So your embedded data is English. Then you send your query in Arabic? Then you get your result in Arabic, right? So when do you translate back to English? or the problem is already in the Arabic response?
Yeah I tried but as semantic search uses similarity using cosine it is not giving relevant searches or giving random searches. or we can say that as provided data is in English so it is not working with arabic queries.
for example: query in arabic says who is elon musk?

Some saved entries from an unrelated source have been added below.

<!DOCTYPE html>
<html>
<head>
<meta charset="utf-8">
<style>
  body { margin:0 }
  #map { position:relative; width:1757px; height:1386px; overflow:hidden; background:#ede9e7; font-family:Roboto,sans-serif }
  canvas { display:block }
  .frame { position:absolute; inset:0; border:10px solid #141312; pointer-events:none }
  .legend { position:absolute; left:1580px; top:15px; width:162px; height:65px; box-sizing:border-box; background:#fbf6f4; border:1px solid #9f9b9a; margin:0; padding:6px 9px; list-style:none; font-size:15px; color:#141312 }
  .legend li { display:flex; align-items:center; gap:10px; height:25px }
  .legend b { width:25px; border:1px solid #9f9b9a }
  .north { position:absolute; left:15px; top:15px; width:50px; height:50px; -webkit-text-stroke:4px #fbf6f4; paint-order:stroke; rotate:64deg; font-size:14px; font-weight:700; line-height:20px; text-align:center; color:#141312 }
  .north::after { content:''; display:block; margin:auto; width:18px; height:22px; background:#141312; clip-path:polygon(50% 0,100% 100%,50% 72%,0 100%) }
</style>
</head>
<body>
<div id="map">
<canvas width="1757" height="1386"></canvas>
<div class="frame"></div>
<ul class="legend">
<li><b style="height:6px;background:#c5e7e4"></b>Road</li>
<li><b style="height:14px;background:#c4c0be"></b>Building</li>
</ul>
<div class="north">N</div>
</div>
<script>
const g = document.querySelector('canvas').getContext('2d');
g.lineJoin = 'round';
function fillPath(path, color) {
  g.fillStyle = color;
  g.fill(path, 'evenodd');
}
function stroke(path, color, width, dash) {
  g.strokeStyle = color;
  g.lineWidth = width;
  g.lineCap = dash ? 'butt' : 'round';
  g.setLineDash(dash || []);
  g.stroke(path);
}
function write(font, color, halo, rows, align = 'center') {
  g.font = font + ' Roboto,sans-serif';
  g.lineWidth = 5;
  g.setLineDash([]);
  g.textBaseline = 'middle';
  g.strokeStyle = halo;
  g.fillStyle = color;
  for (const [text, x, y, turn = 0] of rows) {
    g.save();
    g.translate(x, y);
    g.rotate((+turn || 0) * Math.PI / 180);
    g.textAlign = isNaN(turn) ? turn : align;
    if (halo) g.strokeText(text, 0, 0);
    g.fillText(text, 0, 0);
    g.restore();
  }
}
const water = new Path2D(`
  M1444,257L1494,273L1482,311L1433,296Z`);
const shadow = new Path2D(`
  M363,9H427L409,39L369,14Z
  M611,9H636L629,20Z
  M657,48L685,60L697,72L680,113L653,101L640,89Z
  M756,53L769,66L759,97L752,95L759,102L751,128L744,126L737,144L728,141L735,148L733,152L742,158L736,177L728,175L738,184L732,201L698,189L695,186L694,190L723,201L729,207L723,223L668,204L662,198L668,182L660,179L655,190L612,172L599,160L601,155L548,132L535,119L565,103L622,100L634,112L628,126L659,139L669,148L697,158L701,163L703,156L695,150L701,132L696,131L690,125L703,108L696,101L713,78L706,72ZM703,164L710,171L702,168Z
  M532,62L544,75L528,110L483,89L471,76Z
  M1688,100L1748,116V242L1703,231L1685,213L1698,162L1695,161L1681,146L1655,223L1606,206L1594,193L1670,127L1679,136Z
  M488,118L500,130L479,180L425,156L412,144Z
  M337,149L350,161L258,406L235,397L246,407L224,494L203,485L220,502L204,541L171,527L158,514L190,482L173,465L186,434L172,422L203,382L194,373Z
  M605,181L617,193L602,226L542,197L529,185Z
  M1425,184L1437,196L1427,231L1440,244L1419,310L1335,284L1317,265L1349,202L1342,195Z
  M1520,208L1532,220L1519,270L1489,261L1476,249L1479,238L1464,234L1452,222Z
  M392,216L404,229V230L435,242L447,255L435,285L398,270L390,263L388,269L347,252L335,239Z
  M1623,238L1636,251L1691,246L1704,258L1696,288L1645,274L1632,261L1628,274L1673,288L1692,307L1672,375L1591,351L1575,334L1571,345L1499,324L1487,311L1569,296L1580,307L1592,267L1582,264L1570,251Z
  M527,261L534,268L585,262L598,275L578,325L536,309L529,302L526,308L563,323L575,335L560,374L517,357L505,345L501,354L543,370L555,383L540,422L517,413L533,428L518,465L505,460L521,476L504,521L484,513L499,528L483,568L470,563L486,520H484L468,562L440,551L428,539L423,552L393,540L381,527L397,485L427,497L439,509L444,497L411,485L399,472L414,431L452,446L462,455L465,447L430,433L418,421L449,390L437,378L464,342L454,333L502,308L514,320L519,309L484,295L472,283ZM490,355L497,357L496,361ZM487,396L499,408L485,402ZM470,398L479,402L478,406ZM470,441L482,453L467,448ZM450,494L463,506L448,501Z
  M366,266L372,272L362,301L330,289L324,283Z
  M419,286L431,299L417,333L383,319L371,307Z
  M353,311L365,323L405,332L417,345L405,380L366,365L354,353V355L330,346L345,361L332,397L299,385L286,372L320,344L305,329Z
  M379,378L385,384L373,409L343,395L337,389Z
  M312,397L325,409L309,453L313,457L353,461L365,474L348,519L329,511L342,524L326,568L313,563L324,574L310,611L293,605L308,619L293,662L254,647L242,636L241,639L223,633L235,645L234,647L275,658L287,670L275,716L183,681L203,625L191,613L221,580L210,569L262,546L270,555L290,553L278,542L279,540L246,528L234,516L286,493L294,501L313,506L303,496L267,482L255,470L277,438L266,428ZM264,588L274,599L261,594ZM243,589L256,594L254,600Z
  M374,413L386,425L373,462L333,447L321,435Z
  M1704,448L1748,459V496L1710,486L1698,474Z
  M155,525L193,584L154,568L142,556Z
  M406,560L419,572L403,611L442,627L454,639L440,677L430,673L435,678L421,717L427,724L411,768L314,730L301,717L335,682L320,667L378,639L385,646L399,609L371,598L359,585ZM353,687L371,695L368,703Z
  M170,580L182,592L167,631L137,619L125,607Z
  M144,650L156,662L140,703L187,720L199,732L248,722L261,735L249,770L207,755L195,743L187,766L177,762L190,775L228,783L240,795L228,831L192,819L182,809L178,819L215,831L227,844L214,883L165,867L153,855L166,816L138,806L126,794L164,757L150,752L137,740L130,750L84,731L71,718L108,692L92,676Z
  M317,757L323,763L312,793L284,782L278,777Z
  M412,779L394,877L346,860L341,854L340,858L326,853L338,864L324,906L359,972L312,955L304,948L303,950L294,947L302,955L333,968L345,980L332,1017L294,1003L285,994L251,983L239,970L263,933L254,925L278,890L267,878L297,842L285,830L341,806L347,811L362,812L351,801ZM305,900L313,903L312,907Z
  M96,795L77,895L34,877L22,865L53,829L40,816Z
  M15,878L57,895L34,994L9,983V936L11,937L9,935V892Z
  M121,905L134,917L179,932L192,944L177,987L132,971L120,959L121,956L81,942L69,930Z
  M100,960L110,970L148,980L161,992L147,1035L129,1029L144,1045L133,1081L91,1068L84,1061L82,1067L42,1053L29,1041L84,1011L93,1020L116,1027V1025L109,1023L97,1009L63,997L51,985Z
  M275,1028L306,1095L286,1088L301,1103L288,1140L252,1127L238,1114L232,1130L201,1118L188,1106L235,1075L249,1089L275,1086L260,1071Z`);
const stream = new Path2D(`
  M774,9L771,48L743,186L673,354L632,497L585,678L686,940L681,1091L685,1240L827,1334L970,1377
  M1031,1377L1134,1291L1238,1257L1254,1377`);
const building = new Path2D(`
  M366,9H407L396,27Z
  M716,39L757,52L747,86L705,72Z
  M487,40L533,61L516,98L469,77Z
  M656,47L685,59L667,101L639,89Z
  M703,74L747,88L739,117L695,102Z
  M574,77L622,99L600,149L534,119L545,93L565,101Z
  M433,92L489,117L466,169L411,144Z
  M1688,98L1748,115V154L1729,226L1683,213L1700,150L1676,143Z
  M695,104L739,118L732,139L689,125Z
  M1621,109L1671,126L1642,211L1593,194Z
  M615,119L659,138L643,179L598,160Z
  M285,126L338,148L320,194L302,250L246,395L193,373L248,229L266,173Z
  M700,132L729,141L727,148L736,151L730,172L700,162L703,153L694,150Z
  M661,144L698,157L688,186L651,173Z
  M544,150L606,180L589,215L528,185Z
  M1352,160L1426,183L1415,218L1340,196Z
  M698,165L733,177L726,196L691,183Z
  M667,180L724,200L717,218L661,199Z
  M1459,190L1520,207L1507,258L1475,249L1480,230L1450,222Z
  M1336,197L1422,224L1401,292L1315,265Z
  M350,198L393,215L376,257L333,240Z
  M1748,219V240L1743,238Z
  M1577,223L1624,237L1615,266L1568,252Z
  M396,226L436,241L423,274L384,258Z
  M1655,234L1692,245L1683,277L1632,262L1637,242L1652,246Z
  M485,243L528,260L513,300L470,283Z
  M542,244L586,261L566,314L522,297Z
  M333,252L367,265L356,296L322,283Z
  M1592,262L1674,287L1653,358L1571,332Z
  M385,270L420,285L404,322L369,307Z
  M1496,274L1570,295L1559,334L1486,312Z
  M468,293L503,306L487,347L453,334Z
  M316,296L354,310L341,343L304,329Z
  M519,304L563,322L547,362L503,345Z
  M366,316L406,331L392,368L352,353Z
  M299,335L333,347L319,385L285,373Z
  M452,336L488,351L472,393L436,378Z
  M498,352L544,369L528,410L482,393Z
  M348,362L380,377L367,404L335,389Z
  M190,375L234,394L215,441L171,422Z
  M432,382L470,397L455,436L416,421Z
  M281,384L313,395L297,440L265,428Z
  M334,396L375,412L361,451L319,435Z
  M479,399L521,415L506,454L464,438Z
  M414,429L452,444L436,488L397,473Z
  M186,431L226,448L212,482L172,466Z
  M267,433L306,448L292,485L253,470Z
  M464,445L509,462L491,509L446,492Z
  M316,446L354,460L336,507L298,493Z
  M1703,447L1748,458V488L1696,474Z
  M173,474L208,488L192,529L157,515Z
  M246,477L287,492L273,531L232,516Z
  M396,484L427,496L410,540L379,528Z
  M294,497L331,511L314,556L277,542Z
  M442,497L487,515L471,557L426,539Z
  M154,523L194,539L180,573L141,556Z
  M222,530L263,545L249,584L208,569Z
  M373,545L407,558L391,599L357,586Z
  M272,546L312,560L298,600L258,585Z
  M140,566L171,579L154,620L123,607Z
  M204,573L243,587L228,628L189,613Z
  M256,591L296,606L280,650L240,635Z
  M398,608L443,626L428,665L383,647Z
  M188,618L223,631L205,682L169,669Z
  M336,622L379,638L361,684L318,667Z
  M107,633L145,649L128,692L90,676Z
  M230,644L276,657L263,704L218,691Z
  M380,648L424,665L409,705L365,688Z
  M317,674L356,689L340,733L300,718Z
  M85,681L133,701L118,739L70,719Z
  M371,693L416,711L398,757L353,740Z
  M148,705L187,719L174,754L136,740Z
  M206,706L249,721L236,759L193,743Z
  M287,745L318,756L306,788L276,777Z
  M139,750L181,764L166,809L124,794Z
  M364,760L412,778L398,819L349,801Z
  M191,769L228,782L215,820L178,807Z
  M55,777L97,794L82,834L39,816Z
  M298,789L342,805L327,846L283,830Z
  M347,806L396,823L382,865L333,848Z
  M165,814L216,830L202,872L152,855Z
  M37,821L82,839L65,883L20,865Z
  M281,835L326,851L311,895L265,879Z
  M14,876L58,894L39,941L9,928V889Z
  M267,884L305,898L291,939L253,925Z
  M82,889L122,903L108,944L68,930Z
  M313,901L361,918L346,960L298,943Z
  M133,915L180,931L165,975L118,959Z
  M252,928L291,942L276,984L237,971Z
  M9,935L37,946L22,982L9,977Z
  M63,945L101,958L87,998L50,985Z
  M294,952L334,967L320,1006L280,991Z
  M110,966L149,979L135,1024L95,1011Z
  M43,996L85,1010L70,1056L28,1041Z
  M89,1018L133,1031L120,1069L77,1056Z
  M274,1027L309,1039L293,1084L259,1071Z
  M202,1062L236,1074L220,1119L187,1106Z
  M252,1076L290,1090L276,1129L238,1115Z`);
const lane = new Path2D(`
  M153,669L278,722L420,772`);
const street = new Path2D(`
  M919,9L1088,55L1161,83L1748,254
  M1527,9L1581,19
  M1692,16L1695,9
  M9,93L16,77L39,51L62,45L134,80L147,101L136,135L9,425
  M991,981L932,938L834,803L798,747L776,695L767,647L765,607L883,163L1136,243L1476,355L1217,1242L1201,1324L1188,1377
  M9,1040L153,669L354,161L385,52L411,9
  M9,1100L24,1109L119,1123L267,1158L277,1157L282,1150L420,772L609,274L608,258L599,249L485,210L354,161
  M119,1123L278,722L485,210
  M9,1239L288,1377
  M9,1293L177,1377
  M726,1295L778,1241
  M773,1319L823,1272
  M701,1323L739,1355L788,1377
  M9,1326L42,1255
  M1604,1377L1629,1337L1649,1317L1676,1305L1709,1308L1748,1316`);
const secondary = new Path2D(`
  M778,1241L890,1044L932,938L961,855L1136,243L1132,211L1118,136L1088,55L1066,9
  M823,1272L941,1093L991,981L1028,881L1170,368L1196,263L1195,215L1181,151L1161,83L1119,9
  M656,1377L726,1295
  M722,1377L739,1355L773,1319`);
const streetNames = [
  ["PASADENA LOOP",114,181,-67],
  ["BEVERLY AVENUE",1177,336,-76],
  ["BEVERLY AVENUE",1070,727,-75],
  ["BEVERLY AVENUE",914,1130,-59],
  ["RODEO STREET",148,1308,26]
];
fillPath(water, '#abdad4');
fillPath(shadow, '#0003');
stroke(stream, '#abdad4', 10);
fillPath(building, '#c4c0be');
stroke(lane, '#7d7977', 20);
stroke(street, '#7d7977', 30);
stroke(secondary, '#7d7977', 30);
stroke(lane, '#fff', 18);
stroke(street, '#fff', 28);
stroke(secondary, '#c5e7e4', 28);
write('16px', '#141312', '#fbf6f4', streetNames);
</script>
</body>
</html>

and I asks for top 2 matches
it will give the following
Neil Alden Armstrong was an American astronaut and aeronautical engineer
Stephen William Hawking was an English theoretical physicist, cosmologist, and author
I have a similar setup as yours. Although my embedded data are mixed language (English and Japanese). If I query in English, it can retrieve even the Japanese data accurately. If I query in Japanese, it is the same result. However, I do notice that if I query in English and the data is in Japanese, some proper nouns are not translated which is acceptable for me.
The embeddings engine is rather “topic based”. It will highlight similarities such as “space man”.
This seems like a good case for a “hypothetical answer embedding” - let the AI answer with what it knows, and then do an embedding semantic search with the AI’s answer not shown to the user. Then get your results and let the AI answer for real.
For English query->English knowledge, this company has a very promising new embedding offering. The only caveat with other embeddings besides OpenAI is they have a 512 context, so the chunking strategy needs to be re-thought.